Book #137 – Fahrenheit 451

57947I borrowed this book off my sister one of the last times she came to visit, I think. I know Alex was reading it (the only book I’ve *ever* seen him read) one of the last times he came to visit too, so it was floating around the edge of my consciousness for months before I actually bothered to pick it up and get through it.
Even though it’s a classic, I wasn’t wowed by it.
Fahrenheit 451 – Ray Bradbury

The terrifyingly prophetic novel of a post-literate future.

Guy Montag is a fireman. His job is to burn books, which are forbidden, being the source of all discord and unhappiness. Even so, Montag is unhappy; there is discord in his marriage. Are books hidden in his house? The Mechanical Hound of the Fire Department, armed with a lethal hypodermic, escorted by helicopters, is ready to track down those dissidents who defy society to preserve and read books.
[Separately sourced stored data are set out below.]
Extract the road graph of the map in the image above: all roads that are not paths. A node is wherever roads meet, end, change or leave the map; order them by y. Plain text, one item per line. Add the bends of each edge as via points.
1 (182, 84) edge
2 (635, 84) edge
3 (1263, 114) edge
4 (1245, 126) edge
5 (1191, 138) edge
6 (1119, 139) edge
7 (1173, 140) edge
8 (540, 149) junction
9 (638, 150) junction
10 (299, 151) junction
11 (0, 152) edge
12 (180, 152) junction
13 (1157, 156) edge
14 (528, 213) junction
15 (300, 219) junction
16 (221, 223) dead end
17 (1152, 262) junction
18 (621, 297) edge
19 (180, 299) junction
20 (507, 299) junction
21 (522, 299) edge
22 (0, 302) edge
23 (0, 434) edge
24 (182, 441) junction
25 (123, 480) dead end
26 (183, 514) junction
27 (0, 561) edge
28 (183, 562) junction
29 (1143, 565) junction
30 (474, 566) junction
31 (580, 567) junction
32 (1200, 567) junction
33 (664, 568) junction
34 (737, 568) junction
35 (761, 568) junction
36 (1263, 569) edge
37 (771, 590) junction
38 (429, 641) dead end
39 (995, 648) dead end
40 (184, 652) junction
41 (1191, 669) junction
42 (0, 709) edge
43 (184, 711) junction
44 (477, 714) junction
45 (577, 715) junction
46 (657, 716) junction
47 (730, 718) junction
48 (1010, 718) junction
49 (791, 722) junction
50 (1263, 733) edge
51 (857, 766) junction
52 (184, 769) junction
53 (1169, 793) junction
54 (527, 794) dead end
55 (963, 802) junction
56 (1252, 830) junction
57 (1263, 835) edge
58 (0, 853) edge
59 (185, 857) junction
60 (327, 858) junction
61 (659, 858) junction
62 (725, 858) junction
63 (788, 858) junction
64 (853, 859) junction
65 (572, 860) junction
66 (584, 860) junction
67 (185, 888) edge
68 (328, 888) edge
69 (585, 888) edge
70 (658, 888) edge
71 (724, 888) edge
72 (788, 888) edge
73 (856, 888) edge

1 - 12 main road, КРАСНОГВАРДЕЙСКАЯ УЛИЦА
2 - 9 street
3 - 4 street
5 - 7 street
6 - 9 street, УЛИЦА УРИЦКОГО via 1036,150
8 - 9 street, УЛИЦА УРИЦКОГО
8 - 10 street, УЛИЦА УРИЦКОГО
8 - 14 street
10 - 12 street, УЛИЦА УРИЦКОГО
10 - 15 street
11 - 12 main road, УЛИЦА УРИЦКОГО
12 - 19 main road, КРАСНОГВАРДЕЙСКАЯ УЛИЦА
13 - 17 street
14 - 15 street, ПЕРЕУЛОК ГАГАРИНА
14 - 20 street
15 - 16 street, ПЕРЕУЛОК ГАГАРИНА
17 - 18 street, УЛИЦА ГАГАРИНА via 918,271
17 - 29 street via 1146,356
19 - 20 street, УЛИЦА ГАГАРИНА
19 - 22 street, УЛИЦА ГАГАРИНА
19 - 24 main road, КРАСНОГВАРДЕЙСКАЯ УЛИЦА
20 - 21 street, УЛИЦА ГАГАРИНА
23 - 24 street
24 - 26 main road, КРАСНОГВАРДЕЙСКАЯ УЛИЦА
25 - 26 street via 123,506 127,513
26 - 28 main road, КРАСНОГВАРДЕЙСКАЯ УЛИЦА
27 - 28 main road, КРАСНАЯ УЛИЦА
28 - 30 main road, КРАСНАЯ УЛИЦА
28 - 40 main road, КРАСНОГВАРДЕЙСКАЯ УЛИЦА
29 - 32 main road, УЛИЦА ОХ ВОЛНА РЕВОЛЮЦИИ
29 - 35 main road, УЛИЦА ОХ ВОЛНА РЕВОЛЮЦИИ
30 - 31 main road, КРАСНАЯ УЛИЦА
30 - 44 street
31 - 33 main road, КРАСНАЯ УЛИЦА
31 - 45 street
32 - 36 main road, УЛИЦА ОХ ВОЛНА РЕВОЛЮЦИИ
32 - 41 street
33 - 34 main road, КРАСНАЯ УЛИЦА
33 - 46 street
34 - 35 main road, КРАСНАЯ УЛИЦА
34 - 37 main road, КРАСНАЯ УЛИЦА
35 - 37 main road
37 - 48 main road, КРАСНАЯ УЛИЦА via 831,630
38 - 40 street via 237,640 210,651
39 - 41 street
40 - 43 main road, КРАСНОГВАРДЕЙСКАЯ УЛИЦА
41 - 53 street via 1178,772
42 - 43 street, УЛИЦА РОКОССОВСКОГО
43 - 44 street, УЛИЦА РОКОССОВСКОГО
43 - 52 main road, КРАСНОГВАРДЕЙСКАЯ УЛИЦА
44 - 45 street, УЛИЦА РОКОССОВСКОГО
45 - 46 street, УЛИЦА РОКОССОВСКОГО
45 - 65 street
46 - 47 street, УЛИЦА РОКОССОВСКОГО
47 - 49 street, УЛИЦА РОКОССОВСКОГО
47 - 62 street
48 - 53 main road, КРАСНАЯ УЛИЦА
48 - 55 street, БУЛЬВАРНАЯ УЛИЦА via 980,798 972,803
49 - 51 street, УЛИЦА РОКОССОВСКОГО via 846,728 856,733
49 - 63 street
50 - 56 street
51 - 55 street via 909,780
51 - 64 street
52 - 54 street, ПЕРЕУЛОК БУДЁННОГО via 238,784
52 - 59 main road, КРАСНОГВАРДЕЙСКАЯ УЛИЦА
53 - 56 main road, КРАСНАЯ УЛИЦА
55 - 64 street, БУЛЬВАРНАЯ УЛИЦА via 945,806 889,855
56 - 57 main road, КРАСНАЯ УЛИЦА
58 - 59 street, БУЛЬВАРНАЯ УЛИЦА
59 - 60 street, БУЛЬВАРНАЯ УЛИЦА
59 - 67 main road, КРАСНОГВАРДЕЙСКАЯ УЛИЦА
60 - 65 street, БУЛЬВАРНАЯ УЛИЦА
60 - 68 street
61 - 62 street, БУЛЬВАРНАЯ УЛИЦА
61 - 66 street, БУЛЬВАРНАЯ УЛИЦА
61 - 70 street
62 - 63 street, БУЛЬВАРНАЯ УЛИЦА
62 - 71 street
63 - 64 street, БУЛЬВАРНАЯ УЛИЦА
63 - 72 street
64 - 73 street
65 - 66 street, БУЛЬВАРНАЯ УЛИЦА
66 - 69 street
The classic dystopian novel of a post-literate future, Fahrenheit 451 stands alongside Orwell’s 1984 and Huxley’s Brave New World as a prophetic account of Western civilization’s enslavement by the media, drugs and conformity.

Bradbury’s powerful and poetic prose combines with uncanny insight into the potential of technology to create a novel which, decades on from first publication, still has the power to dazzle and shock

I understand that F451 is a classic, and one of the foremost examples of dystopian literature around. And, as anyone who skims the list of books I’ve read this year might be able to tell, I’m a huge dystopia fan. So I was pretty excited to read F451 this year – it’s not only the only book I’ve ever seen my boyfriend read, but my sister had said she enjoyed it too, so it was coming with pretty high recommendations.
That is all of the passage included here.